What is fwprintf() in C?

fwprintf() writes the wide-character C-string pointed by the format pointer to the specified stream. If the format string contains any format specifiers (%s, %d etc …), the the additional arguments corresponding to these specifiers are passed after the format string.

Wide-characters are a typedef of short int and are 16-bits (2 bytes) long which allows them to encode Unicode characters.

Prototype

int fwprintf (FILE* stream, const wchar_t* format, ...);

Parameters

  • FILE* stream: A pointer of type FILE* that points to the stream where the format string needs to be written to.

  • const chat_t* format: A pointer to the wide-character array which is written to the output stream specified by stream.

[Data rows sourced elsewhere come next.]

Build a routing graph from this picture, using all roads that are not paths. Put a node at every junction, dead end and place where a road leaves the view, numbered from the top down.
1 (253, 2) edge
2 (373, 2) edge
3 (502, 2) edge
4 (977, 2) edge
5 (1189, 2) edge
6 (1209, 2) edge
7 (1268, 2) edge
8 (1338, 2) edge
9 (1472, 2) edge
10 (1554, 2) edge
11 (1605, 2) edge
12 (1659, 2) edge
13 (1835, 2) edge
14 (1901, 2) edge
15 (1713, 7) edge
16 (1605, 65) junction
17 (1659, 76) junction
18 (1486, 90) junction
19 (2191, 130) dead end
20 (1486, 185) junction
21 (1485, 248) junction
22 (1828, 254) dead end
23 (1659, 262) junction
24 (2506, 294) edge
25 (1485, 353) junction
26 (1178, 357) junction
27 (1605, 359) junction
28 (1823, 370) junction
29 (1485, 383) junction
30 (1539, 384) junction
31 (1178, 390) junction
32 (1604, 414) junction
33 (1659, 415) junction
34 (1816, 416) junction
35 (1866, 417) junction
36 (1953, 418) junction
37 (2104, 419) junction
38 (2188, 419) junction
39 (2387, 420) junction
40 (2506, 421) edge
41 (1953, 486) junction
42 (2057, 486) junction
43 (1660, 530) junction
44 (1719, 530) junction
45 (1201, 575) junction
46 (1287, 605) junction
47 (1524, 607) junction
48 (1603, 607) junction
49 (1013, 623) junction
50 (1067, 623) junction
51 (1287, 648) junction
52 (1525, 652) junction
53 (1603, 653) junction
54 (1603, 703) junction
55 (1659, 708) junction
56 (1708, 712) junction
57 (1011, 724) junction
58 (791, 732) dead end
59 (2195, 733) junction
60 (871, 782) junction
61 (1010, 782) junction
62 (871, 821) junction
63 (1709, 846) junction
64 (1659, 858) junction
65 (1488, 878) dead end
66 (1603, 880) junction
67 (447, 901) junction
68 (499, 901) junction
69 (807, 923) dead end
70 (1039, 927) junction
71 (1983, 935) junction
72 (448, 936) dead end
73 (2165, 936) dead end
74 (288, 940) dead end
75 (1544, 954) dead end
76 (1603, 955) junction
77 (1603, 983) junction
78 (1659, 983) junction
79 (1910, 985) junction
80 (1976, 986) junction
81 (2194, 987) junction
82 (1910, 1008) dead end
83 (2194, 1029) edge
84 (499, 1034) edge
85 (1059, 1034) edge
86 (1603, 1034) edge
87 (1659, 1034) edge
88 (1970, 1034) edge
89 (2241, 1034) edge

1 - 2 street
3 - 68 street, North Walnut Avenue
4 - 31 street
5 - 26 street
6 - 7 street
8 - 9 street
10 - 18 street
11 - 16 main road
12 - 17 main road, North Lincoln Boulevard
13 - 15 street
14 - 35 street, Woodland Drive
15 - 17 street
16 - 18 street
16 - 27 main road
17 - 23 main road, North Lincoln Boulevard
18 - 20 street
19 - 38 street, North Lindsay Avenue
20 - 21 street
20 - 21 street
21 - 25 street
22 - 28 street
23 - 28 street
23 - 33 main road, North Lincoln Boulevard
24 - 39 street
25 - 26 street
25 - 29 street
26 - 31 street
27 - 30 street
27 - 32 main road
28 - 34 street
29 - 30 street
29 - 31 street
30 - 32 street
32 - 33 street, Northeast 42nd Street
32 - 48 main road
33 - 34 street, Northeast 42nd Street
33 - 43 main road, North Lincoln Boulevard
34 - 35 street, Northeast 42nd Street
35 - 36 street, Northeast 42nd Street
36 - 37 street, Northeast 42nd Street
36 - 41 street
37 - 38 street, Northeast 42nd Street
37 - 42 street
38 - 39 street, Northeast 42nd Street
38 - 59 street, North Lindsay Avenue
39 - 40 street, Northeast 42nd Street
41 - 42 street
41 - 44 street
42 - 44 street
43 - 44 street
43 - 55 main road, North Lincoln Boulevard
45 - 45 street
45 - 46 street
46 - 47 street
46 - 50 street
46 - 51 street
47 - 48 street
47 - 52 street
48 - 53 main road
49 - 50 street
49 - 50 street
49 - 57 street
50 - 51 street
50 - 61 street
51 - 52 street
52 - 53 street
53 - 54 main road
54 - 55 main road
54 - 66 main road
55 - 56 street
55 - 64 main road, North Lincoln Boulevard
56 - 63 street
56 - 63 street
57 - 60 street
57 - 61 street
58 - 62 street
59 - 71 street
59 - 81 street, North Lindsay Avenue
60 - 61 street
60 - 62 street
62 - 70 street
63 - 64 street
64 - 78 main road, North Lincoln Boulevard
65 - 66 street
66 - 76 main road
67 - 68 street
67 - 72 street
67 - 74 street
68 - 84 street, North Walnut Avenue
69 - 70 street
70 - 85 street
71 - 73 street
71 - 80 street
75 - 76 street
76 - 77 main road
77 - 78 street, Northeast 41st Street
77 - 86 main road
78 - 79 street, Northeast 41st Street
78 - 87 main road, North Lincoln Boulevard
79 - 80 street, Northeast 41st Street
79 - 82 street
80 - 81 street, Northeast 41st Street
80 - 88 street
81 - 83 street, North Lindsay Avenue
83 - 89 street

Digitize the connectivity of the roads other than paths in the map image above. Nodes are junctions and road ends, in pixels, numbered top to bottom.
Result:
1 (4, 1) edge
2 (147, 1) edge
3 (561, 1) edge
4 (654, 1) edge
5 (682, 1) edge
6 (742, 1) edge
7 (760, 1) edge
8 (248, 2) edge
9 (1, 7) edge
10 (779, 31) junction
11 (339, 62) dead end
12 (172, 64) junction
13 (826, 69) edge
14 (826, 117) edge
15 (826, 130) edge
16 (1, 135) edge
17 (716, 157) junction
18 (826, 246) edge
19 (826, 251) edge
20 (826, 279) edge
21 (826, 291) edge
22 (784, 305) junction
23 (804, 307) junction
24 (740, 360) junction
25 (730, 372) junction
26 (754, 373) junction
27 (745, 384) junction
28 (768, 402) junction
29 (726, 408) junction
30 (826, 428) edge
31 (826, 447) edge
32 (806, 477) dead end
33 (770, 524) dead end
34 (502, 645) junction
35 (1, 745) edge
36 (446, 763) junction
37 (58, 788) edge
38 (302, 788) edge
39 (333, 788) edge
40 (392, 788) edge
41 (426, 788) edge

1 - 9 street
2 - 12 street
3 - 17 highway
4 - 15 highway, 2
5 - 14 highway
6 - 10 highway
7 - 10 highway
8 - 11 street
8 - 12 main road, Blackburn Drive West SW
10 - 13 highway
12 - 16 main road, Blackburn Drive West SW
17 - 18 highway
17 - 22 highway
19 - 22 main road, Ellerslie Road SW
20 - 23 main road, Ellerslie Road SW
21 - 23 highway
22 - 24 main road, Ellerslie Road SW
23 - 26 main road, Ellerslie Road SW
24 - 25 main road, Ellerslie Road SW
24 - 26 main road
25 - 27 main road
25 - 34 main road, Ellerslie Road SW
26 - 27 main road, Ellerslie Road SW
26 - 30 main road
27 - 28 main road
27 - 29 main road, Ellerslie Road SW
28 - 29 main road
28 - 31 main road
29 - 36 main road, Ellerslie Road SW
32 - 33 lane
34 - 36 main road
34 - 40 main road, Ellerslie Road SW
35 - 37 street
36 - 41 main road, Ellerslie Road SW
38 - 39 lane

  • ...(additional arguments): If the format string contains any format specifiers, then the additional arguments that replace the corresponding format specifiers go here.

Return value

  • Upon success, fwprintf() returns the number of characters printed. If the function fails, it returns a negative value and raises the ferror flag.

Example

#include <stdio.h>
#include <wchar.h>
int main() {
wchar_t output[80] = L"This is a wide-character format %s\n";
//create an output file and write the contents to it
FILE* outputFile;
outputFile = fopen("Temp.txt", "w");
fwprintf(outputFile, output, "string");
//write to standard output
fwprintf(stdout, output, "string");
return 0;
}

In the code above, we create an output array of wchar_t, which represents wide characters in C. The L in front of the string specifies that the string is a wide string.

L"THIS IS A WIDE STRING";

The FILE* outputFile is a file pointer to the output stream which will be our "Temp.txt" file, in which the contents of output will be written.

fwprintf(outputFile, output, "string")

The output array also contains string format specifier (%s) that allows us to pass in an additional string argument after the output array that will replace the format specifier.

We can also pass in the stdout as the output stream, which will cause the contents to be written to the standard output or the terminal.